▶ **SOURCE DATA**
-------------------------
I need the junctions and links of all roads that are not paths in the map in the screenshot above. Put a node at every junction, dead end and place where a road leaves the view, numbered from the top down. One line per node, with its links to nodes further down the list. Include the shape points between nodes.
-------------------------
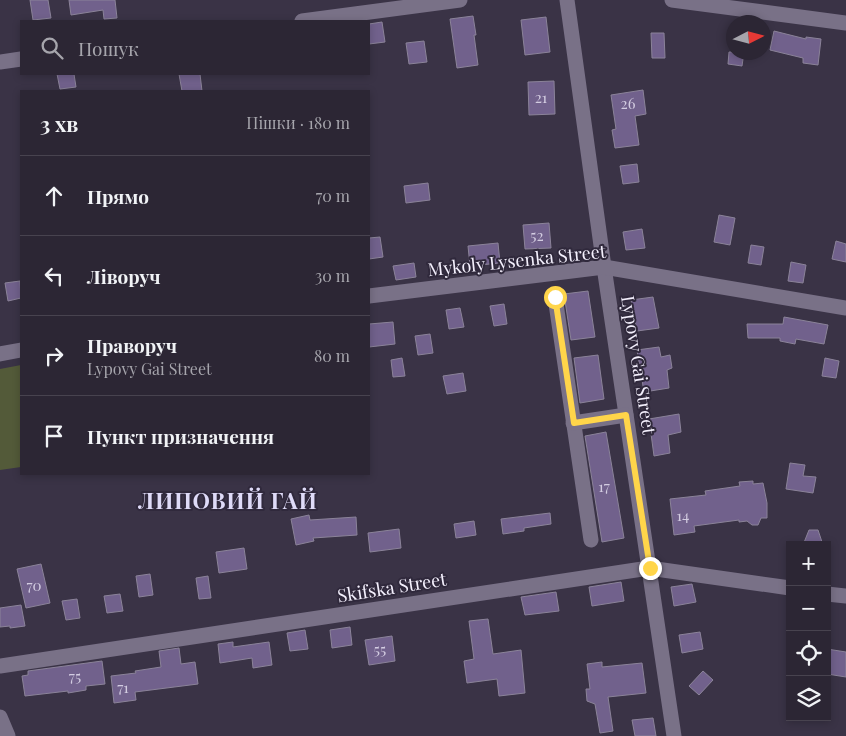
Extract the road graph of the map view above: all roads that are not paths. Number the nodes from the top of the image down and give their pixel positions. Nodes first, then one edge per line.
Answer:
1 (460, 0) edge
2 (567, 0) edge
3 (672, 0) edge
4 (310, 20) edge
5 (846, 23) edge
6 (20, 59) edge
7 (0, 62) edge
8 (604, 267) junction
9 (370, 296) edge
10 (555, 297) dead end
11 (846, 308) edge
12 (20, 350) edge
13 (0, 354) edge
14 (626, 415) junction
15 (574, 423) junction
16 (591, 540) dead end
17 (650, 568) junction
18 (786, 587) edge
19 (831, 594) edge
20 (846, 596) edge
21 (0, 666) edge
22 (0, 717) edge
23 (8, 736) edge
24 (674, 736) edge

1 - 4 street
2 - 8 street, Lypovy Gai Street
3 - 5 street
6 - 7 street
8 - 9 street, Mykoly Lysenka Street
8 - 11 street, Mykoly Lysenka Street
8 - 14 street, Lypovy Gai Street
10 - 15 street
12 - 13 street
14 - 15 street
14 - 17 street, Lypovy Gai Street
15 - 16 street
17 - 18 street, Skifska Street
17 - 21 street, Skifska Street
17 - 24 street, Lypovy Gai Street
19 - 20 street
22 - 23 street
-------------------------
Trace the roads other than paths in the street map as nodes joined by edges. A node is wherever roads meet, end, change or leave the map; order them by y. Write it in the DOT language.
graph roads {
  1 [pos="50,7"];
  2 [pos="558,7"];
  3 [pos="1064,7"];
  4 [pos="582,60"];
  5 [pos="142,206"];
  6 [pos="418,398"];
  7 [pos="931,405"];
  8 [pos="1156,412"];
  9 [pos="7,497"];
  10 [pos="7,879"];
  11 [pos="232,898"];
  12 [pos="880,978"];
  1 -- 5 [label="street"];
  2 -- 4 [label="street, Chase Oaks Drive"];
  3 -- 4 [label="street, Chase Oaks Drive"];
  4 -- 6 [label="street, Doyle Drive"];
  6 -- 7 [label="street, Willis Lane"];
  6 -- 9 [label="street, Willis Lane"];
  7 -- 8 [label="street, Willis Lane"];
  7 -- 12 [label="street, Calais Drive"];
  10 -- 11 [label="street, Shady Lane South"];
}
-------------------------
▶ **EXERCISE INSTRUCTIONS**
Search the entries for the word "view", then list each line that holds it.

▶ **OUTPUT FOR THIS EXERCISE**
I need the junctions and links of all roads that are not paths in the map in the screenshot above. Put a node at every junction, dead end and place where a road leaves the view, numbered from the top down. One line per node, with its links to nodes further down the list. Include the shape points between nodes.
Extract the road graph of the map view above: all roads that are not paths. Number the nodes from the top of the image down and give their pixel positions. Nodes first, then one edge per line.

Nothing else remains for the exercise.